The suffragette movement's newspaper, The Irish Citizen, covered the 1913 events in detail and sympathetically. Women's right to vote was seen as part of a wider struggle for liberty and equality. The hidden histories involved are exemplified in the story of Rosie Hackett, then a young worker locked out of Jacob's biscuit factory who helped found the Irish Women Workers' Union, fought with Markievicz in St Stephen's Green, went on to devote a lifetime to trade union activity and has had the new bridge over the Liffey named after her.
Class struggle
It helps to frame these linkages as part of a struggle for citizenship as well as class struggle and social conflict.
For the unskilled workers led by James Larkin it was a demand for social and political inclusion in a capitalist system that treated them as inferior, excluded them from the skilled unions already well established and yet relied heavily on their unorganised casual labour.
The commemorations have resurrected the history of the inner city tenement communities through oral and local history, charting their gradual success in establishing their citizenship and securing rehousing in the following decades, despite the defeat of 1913.
William Martin Murphy, who led the lockout for the employers, was by then the most powerful capitalist in the south of Ireland. Owner of trams, railways, stores, hotels and newspapers and closely connected to the Irish Parliamentary Party, he was increasingly sympathetic to Arthur Griffith's Sinn Féin.
He was well used to dealing with craft unions but was a sworn enemy of “Larkinism”, which he saw as an industrial unionism based on a revolutionary doctrine subverting the existing order and linked to US, British and continental syndicalism and socialism.
For Murphy, it was a highly political enmity with Larkin and Connolly not at all limited to its Irish setting. Their socialism was internationalist and inextricably connected to their trade unionism, using the general unskilled as the agents of change. And beyond the 1913 conflict loomed the Home Rule crisis and a European war.
Two leading contemporary social democrats sought to tease out the lessons of 1913 for today's Irish labour movement. Joan Burton, Minister for Social Protection, recalled how Lloyd George's social welfare and pensions acts of 1908 and 1911 were inspired by Bismarck and heralded the European welfare states after the second World War. Ireland's one is now well established and one of the most generous, she said. It is under pressure from Government cuts and is best protected by policies for full employment and avoiding welfare traps by reforming entitlements.

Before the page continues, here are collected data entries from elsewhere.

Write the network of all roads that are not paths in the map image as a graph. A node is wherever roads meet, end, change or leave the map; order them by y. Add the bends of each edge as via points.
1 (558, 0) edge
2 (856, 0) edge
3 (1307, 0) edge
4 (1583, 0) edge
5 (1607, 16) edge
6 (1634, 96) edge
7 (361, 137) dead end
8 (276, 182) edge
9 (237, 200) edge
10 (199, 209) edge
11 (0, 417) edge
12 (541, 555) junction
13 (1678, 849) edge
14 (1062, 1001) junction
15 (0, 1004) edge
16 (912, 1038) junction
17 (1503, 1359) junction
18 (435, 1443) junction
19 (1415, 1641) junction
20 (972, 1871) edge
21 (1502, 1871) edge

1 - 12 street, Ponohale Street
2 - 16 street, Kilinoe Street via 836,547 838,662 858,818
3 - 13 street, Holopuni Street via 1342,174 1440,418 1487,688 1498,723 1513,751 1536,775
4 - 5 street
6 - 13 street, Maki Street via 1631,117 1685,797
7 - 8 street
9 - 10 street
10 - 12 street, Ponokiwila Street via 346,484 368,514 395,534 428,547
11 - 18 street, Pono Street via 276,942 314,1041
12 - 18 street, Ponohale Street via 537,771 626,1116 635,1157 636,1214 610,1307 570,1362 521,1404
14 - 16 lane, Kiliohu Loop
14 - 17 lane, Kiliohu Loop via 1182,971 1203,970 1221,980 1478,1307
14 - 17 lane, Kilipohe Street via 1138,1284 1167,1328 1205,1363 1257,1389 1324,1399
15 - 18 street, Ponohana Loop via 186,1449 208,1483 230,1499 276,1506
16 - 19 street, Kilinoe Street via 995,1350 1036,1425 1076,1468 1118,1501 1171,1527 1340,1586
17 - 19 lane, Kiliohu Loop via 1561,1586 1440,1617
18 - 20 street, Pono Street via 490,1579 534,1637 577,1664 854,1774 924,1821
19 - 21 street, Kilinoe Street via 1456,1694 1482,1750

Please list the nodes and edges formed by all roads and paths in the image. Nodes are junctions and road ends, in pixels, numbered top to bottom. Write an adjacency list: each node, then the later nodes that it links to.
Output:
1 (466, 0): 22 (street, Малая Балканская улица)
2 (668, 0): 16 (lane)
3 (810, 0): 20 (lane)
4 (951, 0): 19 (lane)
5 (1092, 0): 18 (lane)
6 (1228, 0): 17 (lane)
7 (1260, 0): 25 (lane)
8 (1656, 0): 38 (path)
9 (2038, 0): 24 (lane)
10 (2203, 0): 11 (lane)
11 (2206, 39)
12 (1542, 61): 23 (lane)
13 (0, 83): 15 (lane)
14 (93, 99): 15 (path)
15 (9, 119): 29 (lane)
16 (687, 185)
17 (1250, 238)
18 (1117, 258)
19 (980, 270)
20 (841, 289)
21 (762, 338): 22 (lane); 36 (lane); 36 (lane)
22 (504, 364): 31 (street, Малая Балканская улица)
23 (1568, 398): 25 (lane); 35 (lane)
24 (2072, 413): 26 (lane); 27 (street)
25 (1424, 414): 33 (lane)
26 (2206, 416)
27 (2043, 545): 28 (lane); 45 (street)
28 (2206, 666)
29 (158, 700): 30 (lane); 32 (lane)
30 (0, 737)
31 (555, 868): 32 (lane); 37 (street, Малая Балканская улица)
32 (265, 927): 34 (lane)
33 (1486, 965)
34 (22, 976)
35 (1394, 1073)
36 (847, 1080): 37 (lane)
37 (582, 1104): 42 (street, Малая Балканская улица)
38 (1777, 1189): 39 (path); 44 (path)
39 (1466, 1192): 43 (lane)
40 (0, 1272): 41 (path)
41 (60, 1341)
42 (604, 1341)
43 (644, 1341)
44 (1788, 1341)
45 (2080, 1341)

She praised US president Barack Obama’s criticism of trickle-down economics creating inequalities and supported his alternative policy of expanding middle incomes to provide a living wage capable of stimulating the economy. However, this requires a rethink also at EU level, towards a more social Europe.
Jack O’Connor, general secretary of Siptu, said Ireland still lacks a positive right of trade union organisation. He acknowledged a contradiction between the functional side of trade unionism and its wider vocation as the agent of change towards a society based on solidarity not greed. Since 1913 was a lockout, not a general strike, it recalls the contemporary assault on the welfare state throughout Europe and challenges trade unions to protect it.
That is difficult to achieve from a defensive position, but there is a danger he feels in rejecting the Croke Park and Haddington Road agreements since previous winters of discontent ushered in Margaret Thatcher.
His support for erecting a defensive rampart against austerity pending economic recovery was rejected by a small group of picketers outside the meeting – so the polemics of 1913 live on.